ABD Ulusal Güvenlik Danışmanı Herbert Raymond McMaster ve ekibinin üzerine aylardır mesai yaptığı Ulusal Güvenlik Stratejisi’nde Katar-Müslüman Kardeşler çizgisine yönelik mücadelenin sertleşeceğine yönelik önemli ipuçları olması bekleniyor. ABD’nin BM Daimi Temsilcisi Nikki Haley’nin geçen hafta içinde füze parçaları önündeki şovuyla dünyadaki baş terörizm sponsoru olarak lanse ettiği İran’a karşı uluslararası koalisyon arayışı da yeni Ulusal Güvenlik Stratejisi’nin bir başka ayağı olacak. Sadece bu iki gelişme üzerinden dahi zaten aylardır yüksek gerilim hattında giden Ankara-Washington ilişkilerinde ortak paydanın gittikçe daha da azalacağını kestirmek zor değil.
Trump’ın Beyaz Saray’ı içinde nüfuz kavgaları içinde kâh yıldızı yükselen kâh kapının önüne konacağı söylenen Ulusal Güvenlik Danışmanı McMaster, her şeye rağmen Türkiye politikası söz konusu olduğunda sözü geçen bir isim. Beyaz Saray içindeki en büyük müttefiki olan yardımcısı Fiona Hill, Türkiye dosyasını bizzat yönetiyor. Bu ikilinin ABD Başkanı Donald Trump’ın Cumhurbaşkanı Recep Tayyip Erdoğan ile yaptığı görüşmelerde verdiği spontane sözlerden hiç haz etmediği de biliniyor. Son örnek iki lider arasında 24 Kasım’da gerçekleşen telefon görüşmesinde Trump’ın Erdoğan’ın YPG sitemi karşısında “Artık onlara silah göndermeyeceğiz” deyivermiş olması. Trump’ın bu sözlerinin sadece Pentagon’da değil Beyaz Saray’daki Ulusal Güvenlik Konseyi için bile belli ölçüde sürpriz olduğu belirtiliyor.
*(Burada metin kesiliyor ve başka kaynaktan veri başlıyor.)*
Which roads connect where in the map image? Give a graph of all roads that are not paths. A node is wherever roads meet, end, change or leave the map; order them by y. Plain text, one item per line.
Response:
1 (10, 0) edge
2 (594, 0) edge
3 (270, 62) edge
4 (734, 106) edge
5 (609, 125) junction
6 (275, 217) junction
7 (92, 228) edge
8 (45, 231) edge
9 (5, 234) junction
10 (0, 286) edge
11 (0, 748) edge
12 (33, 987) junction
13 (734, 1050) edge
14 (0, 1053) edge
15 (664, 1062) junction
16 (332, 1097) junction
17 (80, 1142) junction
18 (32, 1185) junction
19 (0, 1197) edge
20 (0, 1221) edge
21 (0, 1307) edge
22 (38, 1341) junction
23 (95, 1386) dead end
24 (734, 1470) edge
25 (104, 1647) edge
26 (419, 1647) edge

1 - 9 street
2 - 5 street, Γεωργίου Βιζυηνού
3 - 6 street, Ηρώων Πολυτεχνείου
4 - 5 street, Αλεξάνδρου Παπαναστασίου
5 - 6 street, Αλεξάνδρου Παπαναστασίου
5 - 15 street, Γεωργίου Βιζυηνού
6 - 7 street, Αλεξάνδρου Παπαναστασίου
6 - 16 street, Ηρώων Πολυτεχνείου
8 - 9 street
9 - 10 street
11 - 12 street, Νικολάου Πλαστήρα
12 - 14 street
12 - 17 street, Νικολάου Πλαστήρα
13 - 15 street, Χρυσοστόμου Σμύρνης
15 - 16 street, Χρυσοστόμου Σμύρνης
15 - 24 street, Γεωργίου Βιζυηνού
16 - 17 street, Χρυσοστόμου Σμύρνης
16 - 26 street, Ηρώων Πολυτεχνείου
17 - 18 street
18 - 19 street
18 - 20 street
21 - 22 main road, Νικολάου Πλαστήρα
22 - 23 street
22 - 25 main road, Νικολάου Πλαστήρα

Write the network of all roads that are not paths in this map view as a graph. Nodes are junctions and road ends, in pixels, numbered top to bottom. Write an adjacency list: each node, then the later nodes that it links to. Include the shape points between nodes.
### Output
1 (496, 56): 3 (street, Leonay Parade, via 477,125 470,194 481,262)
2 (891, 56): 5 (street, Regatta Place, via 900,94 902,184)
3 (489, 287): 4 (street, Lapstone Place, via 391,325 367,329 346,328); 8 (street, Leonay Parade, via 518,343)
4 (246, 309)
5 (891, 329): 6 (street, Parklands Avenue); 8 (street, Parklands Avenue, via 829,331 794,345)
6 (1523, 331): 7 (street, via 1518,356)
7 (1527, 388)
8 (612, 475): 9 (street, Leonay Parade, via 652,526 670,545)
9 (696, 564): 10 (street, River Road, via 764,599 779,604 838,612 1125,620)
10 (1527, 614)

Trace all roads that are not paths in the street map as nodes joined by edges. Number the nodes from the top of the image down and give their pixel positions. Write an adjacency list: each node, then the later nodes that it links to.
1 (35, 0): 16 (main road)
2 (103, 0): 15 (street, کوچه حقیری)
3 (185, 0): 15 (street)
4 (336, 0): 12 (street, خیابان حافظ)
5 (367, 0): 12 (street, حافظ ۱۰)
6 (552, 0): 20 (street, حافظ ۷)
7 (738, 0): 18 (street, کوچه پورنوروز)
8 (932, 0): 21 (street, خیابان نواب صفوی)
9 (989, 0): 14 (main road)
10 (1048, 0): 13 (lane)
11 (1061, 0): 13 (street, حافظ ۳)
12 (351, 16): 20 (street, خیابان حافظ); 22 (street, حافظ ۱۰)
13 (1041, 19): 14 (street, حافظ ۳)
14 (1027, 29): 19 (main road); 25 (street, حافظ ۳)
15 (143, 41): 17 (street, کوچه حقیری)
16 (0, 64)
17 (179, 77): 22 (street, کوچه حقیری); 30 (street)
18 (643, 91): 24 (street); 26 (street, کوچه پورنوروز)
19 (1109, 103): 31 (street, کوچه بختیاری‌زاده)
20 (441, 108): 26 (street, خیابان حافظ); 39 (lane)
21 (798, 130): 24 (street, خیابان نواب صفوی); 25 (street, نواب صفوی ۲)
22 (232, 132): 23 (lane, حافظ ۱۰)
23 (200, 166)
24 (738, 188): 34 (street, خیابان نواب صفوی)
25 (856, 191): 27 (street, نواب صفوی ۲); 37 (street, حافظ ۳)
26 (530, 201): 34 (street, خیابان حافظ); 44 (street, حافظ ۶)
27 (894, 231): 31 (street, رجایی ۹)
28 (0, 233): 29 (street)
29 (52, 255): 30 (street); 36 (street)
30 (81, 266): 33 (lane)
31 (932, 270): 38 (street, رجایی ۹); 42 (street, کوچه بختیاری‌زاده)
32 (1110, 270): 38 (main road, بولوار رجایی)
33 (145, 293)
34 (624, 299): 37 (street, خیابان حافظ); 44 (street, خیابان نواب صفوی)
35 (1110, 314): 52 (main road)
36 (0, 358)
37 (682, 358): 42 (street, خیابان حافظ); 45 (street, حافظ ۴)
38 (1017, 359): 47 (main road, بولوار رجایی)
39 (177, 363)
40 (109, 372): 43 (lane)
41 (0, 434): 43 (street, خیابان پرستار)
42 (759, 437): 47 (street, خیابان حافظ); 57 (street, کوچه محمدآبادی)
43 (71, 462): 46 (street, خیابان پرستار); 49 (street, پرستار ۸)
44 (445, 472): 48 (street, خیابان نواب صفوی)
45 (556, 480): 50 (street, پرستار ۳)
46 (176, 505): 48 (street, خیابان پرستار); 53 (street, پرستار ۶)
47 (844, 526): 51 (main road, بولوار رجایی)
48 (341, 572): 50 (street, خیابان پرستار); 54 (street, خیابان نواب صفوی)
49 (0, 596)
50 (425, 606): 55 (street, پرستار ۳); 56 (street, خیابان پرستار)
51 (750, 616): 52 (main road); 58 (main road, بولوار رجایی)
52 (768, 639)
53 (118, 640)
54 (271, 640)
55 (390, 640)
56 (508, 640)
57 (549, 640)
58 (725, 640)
McMaster’ın, “Radikal İslamcı ideolojinin yardım kuruluşları, medreseler ve dernekler aracılığıyla nasıl ilerletildiğini yeterince dikkate almadık. Suudi Arabistan’ın yıllar önce bu kuruluşlara desteği vardı ama bugün bu ideolojinin ana destekçileri Katar ve Türkiye” sözlerine geri dönersek, bu tür ifadelerin ilk olmadığını hatırlamakta fayda var. Geçen haziranda ABD Dışişleri Bakanı Rex Tillerson, ABD Temsilciler Meclisi Dış İlişkiler Komisyonu’ndaki bir konuşmasında Müslüman Kardeşler’in bazı unsurlarının hükümetlerin parçası haline geldiklerini söylerken Türkiye ve Bahreyn’e işaret etmişti. Trump’ın aşırı sağcı eski baş stratejisti Stephen Bannon ekimde El Awsat gazetesine verdiği demeçte, “Türkiye bizim için İran’dan daha büyük tehlike” demişti. McMaster, Londra merkezli düşünce kuruluşu Policy Exchange’deki 12 Aralık tarihli konuşmasında çıtayı daha da yükselterek doğrudan Adalet ve Kalkınma Partisi’nin ismini telaffuz etmekte bir beis görmedi. Dahası McMaster, Türkiye’nin Batı ile büyüyen sorunlarının büyük ölçüde Cumhurbaşkanı Erdoğan’ın mensubu olduğu Adalet ve Kalkınma Partisi’nin yükselişinden kaynaklandığını ileri sürdü.